Last week we talked about how Jesus called the children to Him, blessing them (See: 5 Prayers for our Children). He also taught about what it takes to enter the kingdom of God:
“Truly, I say to you, whoever does not receive the kingdom of God like a child shall not enter it.”
So what does that look like exactly?
I believe we can learn a lot about God by studying the relationship between parent and child and the faith children place in their parents.
When our son is playing soccer, I’ll see him look up every once in a while to see if we’re watching, especially if he just scored a goal. He knows we’re there, but he wants to know we see him. At our daughter’s ballet recital, the first thing her and all of her three and four year-old classmates did was try to find their families in the audience. Again, they knew we were there but they wanted to know we were watching.
Our kids trust we will be there for them. They trust us to know what’s important to them and to be there to see them, to know them.
Childlike faith in God is trusting He is there, even when we can’t see Him. It’s trusting His eye is on us and He knows what’s important to us.
“I will instruct you and teach you in the way you should go; I will counsel you with my eye upon you.”
We have a saying in our house. I’ll tell my kids, “I love you.” And they’ll repeat it back. Then I’ll ask, “Even when you’re naughty?” Then they answer, “Yes. Even when I’m naughty.” It’s a beautiful thing. Our kids know they will never lose our love. Even when they’re having a hard time or when they lose control, we’ll be there to love them through it.
That’s how our Father is. Even when we screw up, when we sin, when we walk away, when we hide our face from Him, He still loves us. And He loves us through it, providing His Spirit as the Divine Helper to turn us around, change our hearts, and teach us to love Him better.
“For I am sure that neither death nor life, nor angels nor rulers, nor things present nor things to come, nor powers, nor height nor depth, nor anything else in all creation, will be able to separate us from the love of God in Christ Jesus our Lord.”
One of our kids favorite places to go is the local dollar store. That place seems to have everything…and it’s only a dollar. So when we walk in, our kids immediately run to the back of the store where the toys are and start to ask for whatever trinket they find on that particular day. Sometimes I say no. Sometimes I say yes. And while our kids don’t always take it well, they know I am the authority over them and I make the decisions about what we need.
We get to fight over toys at the dollar store because my kids take many things for granted. They have faith we will provide for their needs. They have faith they will have a house and a bed to sleep in. They trust we will provide regular access to food and water. They have faith that when winter comes they will have a coat, snow pants, boots, mittens, and a hat to keep them warm.

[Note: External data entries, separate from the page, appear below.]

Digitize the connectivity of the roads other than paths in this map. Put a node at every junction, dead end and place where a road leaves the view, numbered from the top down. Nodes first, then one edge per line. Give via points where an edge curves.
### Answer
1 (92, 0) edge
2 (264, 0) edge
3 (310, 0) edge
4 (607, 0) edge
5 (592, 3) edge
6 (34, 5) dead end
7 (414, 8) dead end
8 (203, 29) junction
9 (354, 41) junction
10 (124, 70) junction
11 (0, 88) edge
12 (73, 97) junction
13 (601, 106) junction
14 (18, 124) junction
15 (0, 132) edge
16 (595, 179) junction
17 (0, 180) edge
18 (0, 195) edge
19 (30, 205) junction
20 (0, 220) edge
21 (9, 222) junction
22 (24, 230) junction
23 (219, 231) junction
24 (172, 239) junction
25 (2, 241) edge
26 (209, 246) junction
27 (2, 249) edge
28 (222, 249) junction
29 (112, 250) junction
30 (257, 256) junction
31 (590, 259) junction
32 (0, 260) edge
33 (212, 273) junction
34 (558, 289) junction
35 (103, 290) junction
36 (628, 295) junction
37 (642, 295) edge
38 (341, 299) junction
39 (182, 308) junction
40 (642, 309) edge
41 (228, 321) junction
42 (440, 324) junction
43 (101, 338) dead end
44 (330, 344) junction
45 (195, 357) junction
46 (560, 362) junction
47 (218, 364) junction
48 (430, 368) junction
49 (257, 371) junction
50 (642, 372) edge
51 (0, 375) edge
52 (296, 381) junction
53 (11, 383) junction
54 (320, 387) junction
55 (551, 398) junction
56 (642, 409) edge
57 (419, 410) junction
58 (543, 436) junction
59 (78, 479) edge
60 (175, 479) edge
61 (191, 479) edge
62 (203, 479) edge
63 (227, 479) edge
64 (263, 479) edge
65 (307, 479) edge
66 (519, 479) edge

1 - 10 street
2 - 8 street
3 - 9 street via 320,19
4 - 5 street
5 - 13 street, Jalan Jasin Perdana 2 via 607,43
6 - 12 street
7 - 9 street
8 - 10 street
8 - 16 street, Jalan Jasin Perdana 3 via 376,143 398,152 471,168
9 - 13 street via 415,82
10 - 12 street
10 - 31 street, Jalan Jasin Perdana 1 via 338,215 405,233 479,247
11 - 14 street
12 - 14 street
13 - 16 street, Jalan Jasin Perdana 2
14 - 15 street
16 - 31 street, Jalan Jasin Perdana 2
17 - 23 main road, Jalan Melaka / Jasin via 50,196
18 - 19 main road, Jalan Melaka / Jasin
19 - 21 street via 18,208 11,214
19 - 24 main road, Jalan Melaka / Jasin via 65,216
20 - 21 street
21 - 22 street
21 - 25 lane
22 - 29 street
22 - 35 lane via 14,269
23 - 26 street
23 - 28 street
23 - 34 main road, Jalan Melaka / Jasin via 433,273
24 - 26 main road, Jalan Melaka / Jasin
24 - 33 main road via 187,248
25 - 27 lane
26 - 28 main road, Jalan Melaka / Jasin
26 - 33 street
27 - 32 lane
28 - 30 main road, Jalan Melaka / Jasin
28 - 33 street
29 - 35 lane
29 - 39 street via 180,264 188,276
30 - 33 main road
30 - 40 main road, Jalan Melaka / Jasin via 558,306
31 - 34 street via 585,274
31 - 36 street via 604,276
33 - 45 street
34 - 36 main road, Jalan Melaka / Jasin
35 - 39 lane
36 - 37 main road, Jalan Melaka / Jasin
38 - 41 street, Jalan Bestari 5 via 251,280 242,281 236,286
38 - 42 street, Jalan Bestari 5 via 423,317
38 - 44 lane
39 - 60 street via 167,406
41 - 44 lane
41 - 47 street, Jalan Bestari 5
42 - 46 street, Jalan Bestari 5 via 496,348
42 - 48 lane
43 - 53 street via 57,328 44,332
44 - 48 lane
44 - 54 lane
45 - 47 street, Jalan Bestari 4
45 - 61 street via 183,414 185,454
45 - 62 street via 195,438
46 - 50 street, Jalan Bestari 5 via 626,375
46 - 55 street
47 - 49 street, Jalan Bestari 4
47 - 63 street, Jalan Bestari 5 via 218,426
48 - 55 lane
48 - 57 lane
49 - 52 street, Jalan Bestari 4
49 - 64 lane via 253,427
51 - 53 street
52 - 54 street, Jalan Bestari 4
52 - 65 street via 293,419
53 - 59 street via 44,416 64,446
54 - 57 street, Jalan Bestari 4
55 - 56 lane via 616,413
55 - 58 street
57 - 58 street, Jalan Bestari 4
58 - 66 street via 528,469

Having the faith of our children is trusting God will provide for us. He knows our needs and He is more than able to meet them. His timing is also perfect and He will give us just what we need just when we need it.
“Therefore I tell you, do not be anxious about your life, what you will eat or what you will drink, nor about your body, what you will put on. Is not life more than food, and the body more than clothing? Look at the birds of the air: they neither sow nor reap nor gather into barns, and yet your heavenly Father feeds them. Are you not of more value than they?”
Especially when our kids are young, they need us to take them by the hand to lead them where they need to go. I still grab our daughter’s hand when we walk in a parking lot to keep her close to me and safe from passing cars. When we get in the car, our kids may ask where we’re going but they don’t usually ask how to get there. They trust we know where we’re going and we’ll get us all there safely.
Children must also be disciplined at times, because, it turns out that like us, they are not perfect. I’ve been reading The Connected Child and it talks about the importance of playful engagement with our kids. It frames discipline not necessarily as punitive, though at times it is, but as teaching our children so they can learn and grow. It advocates for discipline to meet the level of misbehavior which is sometimes just asking if our children would like to try again.
God is like that. He gives us chance after chance, forgiving us each time we ask. He also knows the Way. Having the faith of a child is trusting that God has a path laid out for us and only He knows how to lead us. It’s coming under His authority in our lives and submitting to His will and teaching.
“Submit yourselves therefore to God. Resist the devil, and he will flee from you.”
The Faith of a Child
Having the faith of our children is knowing we bring joy to our Creator simply by existing and even greater joy when we become the people we were created to be. It means asking for help when we need it, trusting the answers, and learning from our mistakes. It means living more in the moment, realizing every breath matters. It’s looking up every so often to see our Creator looking back at us, watching us with eyes of Love. And it’s knowing that He gave everything, even conquering death, in order to give us life.
The faith of a child allows us to be free. Free to be who we were made to be. Free to do what we were created to do. Free to grow in the gifts of the Spirit.